And the ache. The one she put there, said wasn't good enough. Said he couldn't love with it right. Couldn't love him back. Like a little cartilage compares.

Spike says, "It was an accident, you stupid bitch," and there's the sound of shattering again. A different sort. And the ache. 

A different sort–a cracked rib, a lung that don't fill right anymore. Not that he needs it. 

She's taken him right through the banister and the wood's splintered into more pieces than his forgotten case of beer, scattered around them like a halo with three shards stuck all up her arm and leaking blood.

He's hungry. There's a thin stake the length of her forearm through his chest.

Buffy's hands are shaking. She keeps one cupped over her mouth, eyes shining with horror and too wide, a child's eyes (her mother was alive), and the other reaches for him.

"'S alright, love," he says softly. Tries to smile, but damn if it doesn't hurt. "You missed my heart."

She tries to smile too, around the edges of her fingers, and grips the stake. "On three?"

"Bitch," he says again, when she pulls it out on two.

She tossed it to the side; it clatters against a tree root, or the side of the house maybe. He thinks the worst of it might be the way his head cracked against the not quite frozen ground. The edges of her glow.

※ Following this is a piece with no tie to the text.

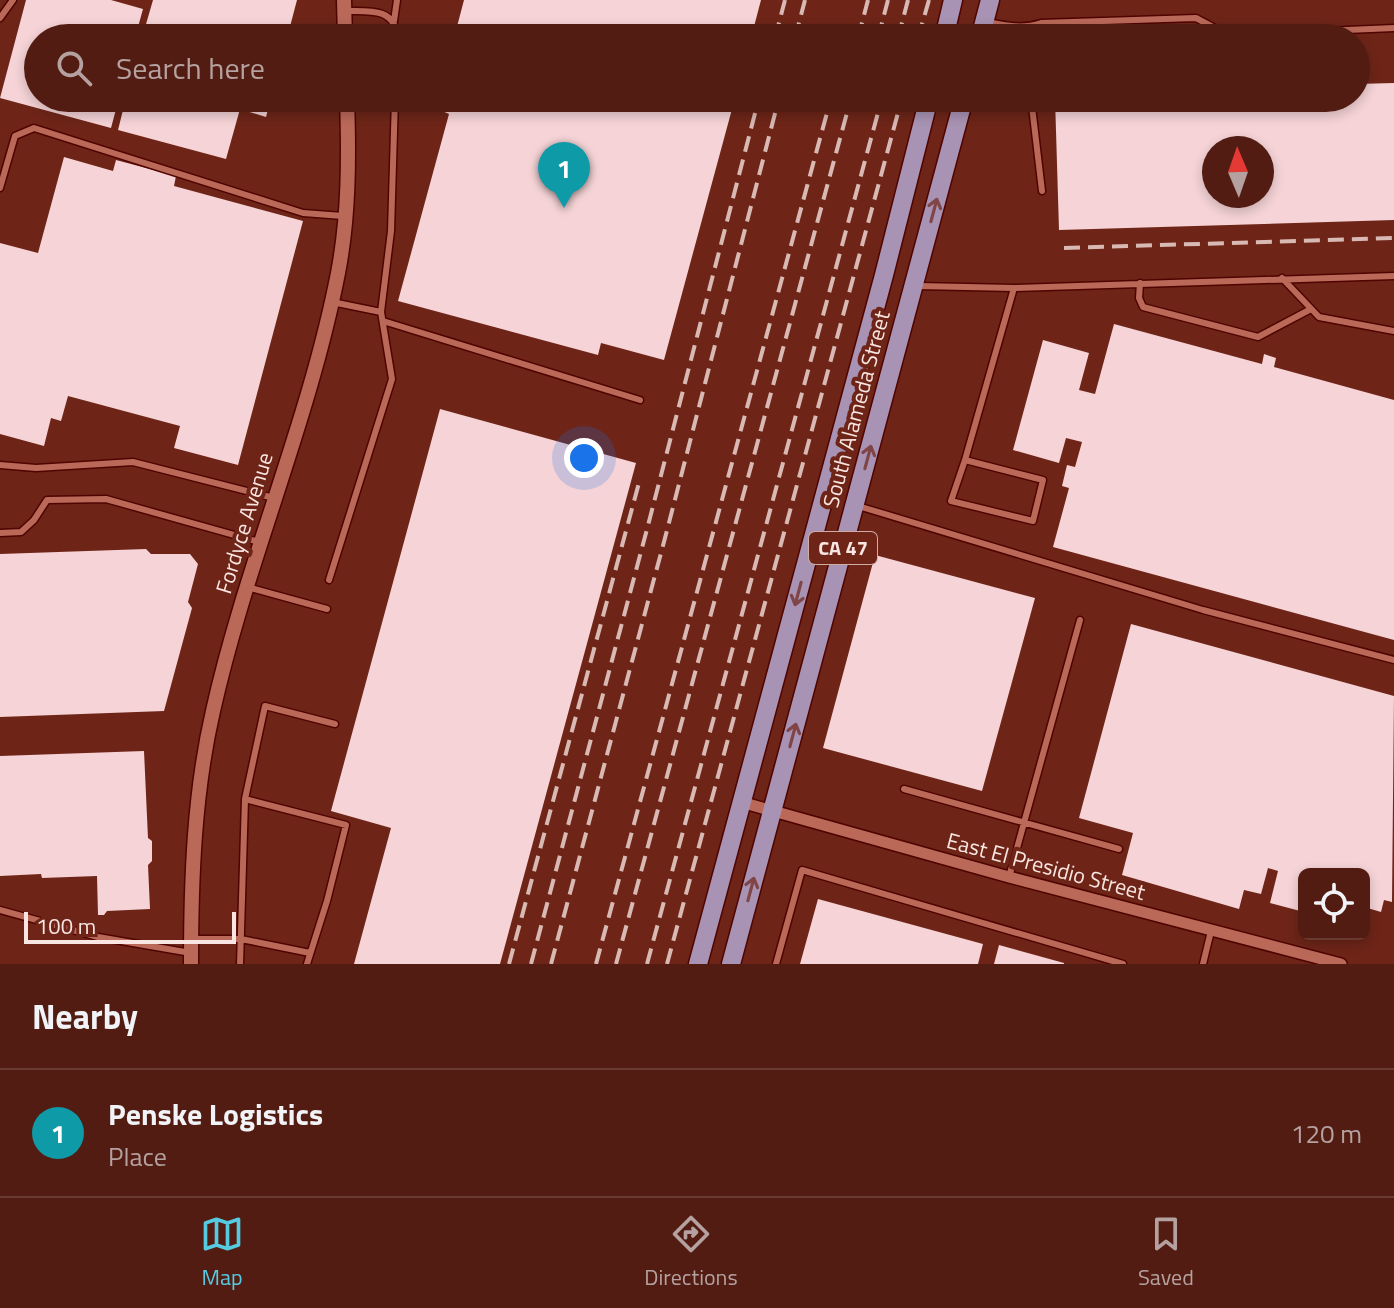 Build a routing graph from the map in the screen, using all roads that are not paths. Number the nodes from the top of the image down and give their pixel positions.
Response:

He sits up, with effort. Prods with a wince at the wound–clean through. A little to the left of where it should be. She's beautiful and blood streaked, her hair littered with splinters and pretty shirt torn up, skirt askew and knickers peeking through.

Buffy stares at her hands.

"It's alright, Buff," he says again, more firmly. Takes her by the wrist and hauls her to her feet. "Let's get cleaned up, yeah?"

They pick their way back onto the deck and slink into the house, the screen door swinging behind them.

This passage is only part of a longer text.